Nella stessa collana un altro pregevole racconto bibliomane è quello della caustica Amélie Nothomb (di cui però ho apprezzato maggiormente “L’igiene dell’assassino”, sebbene la scelta dei dialoghi sia sempre magistrale), “Libri da ardere”. Ma forse è poco pertinente con ciò di cui stavo scrivendo. Diomio, cosa stavo scrivendo?
Ah, giusto, della magnificenza di certi trompe-l’oeil letterari che spesso non solo hanno entusiasmato, bensì sono riusciti ad ingannare un pubblico più o meno consumato… tralasciando (per rispetto, chetticredi) le “finzioni” – omonime - di Borges, i libri/luoghi incastonati di Calvino, i complotti templari di Eco, il discorso del Bartezzaghi ha richiamato alla mente le testimonianze “esemplari” e le indagini di due autori ispanofoni piuttosto originali.
A Enrique Vila-Matas ho già accennato altrove, ma è il caso di ricordare che ha “redatto” una Storia abbreviata della Letteratura Portatile (ispirata Da Tristan Tzara) che mischia inquisizioni storico-letterarie scrupolose ad una altrettanto circostanziata e completamente futile aneddotica, dall’effetto straniante. E poi ha scritto ‘Suicidi esemplari’, dieci brevi racconti in cui si fa immaginario testimone di suicidi (pare che veda nello scomparire o nel ‘negare’ un coronamento: dopotutto, “Bartleby e compagnia” è una specie di antologia di letterati che alla letteratura hanno rinunciato).
Infine, per affinità di titolo e di argomento ho pensato a Max Aub, altro prolifico artefice di clamorose divertenti fittizie costruzioni letterarie, autore di “Delitti esemplari”.
Ne cito giusto un paio:

“Lo uccisi in sogno, poi non potei fare altro che sopprimerlo sul serio”.

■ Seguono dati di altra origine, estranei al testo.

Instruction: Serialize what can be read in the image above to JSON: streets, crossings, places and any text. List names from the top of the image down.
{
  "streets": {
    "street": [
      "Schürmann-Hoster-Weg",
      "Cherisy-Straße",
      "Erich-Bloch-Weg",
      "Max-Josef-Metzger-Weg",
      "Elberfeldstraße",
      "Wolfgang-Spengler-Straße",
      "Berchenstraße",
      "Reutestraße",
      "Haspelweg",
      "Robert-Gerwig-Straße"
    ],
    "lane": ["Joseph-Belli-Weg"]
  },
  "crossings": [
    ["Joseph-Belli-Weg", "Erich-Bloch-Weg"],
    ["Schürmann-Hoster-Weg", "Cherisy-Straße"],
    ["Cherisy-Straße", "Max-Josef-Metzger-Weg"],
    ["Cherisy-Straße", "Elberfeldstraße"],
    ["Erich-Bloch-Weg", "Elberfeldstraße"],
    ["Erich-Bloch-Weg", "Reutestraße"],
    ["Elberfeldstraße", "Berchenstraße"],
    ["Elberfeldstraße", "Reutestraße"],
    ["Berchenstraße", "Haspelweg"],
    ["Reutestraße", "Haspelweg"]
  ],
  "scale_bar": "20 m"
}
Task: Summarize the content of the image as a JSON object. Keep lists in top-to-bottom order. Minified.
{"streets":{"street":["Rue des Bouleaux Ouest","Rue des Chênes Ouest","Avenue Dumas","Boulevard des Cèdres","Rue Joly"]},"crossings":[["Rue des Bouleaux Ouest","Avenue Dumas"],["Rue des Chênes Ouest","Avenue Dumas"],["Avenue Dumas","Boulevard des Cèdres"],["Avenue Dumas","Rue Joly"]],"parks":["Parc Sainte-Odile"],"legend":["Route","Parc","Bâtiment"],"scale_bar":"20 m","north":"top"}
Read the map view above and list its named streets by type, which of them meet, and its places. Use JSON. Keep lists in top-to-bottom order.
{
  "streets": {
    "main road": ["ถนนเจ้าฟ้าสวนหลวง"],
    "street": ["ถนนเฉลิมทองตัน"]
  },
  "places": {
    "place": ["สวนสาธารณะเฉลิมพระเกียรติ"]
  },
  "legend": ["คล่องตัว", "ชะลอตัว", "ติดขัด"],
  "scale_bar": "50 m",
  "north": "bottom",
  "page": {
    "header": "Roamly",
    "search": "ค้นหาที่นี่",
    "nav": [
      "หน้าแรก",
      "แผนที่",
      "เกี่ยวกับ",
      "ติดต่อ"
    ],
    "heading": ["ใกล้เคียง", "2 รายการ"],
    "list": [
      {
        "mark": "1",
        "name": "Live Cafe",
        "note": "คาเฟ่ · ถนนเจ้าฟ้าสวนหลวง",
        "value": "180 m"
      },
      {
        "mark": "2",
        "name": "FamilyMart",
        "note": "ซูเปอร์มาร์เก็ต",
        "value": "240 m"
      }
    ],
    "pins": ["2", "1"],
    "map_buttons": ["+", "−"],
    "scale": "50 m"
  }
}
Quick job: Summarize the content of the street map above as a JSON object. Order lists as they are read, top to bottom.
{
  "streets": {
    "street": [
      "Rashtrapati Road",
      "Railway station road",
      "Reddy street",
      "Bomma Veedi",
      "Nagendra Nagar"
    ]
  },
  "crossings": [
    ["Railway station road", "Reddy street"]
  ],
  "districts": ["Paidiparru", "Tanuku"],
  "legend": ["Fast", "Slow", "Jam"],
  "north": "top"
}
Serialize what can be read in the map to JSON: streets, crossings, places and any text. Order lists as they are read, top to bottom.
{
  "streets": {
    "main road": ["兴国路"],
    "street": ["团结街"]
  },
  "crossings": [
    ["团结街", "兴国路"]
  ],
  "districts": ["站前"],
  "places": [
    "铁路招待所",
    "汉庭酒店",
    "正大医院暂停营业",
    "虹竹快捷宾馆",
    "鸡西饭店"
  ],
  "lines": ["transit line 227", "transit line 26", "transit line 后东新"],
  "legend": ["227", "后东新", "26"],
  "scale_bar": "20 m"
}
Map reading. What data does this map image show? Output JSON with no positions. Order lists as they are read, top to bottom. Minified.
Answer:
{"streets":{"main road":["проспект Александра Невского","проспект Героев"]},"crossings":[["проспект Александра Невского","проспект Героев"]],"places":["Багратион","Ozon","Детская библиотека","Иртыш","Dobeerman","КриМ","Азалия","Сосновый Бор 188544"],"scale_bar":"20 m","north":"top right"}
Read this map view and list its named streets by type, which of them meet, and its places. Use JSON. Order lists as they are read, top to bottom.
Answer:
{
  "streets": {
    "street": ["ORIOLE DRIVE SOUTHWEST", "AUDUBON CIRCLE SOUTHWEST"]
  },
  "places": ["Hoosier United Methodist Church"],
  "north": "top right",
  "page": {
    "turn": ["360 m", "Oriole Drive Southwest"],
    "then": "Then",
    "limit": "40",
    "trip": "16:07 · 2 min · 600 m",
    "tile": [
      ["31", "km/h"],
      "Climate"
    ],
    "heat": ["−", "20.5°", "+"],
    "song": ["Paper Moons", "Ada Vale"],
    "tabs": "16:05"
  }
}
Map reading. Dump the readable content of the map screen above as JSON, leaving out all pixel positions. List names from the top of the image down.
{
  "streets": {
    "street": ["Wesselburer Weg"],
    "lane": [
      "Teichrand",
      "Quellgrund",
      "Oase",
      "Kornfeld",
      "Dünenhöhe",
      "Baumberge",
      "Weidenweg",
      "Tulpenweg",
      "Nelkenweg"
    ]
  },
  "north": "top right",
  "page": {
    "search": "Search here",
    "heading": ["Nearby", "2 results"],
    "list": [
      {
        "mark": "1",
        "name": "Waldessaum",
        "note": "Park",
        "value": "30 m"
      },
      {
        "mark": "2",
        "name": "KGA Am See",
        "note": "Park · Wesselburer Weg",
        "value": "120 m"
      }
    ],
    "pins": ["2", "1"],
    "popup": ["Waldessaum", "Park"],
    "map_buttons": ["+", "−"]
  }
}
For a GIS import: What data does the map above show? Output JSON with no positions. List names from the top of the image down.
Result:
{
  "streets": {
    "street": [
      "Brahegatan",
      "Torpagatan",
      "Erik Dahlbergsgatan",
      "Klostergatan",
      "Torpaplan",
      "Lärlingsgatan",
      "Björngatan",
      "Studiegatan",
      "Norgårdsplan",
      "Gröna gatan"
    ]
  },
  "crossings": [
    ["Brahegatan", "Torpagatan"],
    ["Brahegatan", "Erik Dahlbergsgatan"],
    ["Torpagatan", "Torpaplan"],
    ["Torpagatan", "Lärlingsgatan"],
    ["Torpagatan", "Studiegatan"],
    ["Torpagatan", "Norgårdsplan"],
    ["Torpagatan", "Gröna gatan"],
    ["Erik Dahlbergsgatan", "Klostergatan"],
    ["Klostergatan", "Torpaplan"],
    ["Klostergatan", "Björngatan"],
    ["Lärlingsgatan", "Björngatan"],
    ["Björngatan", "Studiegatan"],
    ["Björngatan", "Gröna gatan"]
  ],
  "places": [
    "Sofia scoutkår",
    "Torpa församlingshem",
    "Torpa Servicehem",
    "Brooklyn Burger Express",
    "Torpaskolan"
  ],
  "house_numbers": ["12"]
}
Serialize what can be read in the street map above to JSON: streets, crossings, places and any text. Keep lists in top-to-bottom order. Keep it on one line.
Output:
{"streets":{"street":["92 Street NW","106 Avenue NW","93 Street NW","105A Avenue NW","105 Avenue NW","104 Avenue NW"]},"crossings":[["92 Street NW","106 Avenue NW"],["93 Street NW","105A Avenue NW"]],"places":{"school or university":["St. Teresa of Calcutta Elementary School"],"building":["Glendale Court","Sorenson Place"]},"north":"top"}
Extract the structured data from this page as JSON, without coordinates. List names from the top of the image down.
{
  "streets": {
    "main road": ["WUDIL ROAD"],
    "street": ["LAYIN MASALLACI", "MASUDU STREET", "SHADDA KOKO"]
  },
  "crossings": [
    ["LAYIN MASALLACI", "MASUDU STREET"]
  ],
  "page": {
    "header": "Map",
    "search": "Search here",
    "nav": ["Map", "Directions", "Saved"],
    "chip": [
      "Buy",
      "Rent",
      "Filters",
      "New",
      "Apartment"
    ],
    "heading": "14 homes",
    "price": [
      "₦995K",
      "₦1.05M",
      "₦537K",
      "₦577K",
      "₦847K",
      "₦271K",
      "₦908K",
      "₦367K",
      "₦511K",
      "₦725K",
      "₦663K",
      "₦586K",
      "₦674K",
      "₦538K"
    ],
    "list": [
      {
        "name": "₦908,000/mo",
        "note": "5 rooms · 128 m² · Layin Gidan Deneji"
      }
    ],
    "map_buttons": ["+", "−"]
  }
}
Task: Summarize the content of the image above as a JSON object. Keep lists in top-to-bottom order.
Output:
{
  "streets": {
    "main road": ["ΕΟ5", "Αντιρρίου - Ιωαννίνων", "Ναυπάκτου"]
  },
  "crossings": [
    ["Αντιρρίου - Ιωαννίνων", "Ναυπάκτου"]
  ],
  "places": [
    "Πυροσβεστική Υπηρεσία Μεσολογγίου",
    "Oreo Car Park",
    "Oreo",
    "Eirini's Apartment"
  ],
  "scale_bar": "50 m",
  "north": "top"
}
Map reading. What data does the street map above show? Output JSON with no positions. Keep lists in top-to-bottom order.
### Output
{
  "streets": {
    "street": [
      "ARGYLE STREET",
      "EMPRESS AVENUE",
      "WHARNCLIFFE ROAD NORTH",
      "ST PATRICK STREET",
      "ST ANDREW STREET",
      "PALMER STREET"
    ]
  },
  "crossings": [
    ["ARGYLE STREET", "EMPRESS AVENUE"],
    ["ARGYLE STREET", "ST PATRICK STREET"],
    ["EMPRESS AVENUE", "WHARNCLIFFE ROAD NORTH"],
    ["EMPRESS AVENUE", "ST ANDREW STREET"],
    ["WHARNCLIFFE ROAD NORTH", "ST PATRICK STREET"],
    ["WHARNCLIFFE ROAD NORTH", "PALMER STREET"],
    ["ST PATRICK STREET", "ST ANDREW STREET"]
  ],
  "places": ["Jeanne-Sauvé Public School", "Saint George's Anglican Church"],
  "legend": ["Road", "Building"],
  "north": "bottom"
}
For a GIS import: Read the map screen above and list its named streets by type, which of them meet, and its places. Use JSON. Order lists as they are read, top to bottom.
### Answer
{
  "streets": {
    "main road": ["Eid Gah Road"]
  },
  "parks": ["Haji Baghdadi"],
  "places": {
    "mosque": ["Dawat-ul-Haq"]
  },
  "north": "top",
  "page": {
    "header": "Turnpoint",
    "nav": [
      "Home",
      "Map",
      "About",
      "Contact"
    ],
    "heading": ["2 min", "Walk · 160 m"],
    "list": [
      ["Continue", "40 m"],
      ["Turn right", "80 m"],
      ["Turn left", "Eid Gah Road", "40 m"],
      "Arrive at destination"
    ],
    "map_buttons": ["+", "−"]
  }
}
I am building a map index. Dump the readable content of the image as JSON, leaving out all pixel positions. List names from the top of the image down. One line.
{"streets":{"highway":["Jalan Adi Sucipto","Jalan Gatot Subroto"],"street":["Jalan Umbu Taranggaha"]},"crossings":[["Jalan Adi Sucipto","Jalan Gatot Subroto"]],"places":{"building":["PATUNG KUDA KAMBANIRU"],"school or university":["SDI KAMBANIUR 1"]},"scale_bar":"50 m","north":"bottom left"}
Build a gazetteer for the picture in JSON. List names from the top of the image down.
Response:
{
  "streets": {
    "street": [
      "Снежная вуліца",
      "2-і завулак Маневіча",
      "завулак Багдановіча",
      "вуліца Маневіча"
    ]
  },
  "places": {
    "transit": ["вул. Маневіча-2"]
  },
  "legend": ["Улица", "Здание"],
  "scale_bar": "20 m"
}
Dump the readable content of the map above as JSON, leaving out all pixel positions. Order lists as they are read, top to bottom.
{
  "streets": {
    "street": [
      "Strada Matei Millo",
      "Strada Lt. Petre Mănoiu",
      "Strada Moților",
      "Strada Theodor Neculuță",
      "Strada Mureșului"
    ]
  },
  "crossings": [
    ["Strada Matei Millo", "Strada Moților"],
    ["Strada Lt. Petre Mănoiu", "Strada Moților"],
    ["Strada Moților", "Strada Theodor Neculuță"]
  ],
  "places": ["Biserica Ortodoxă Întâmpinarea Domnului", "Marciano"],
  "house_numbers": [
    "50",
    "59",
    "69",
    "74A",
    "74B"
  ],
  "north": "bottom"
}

“Ci provi adesso a fare sciopero”

“Russava. […] Non potevo più dormire: se russava, per il rumore; se non russava, nell’attesa del rumore. Se picchiavo sul muro , smetteva per qualche momento, ma subito ricominciava…. Voi non avete idea di cosa sia fare la sentinella a un rumore […]La fucilata gliela tirai con la carabina di mio nipote”

“Parlava, parlava, parlava, parlava, e parlava. E seguitava a parlare. […] Parlava di tutto, di qualunque cosa, per lei era lo stesso. […] Veniva persino in bagno: e questoe quest’altro e quest’altro ancora. Le ficcai un asciugamano in bocca perché smettesse. Non morì mica per questo, ma perché non riusciva più a parlare. Le scoppiarono le parole dentro.”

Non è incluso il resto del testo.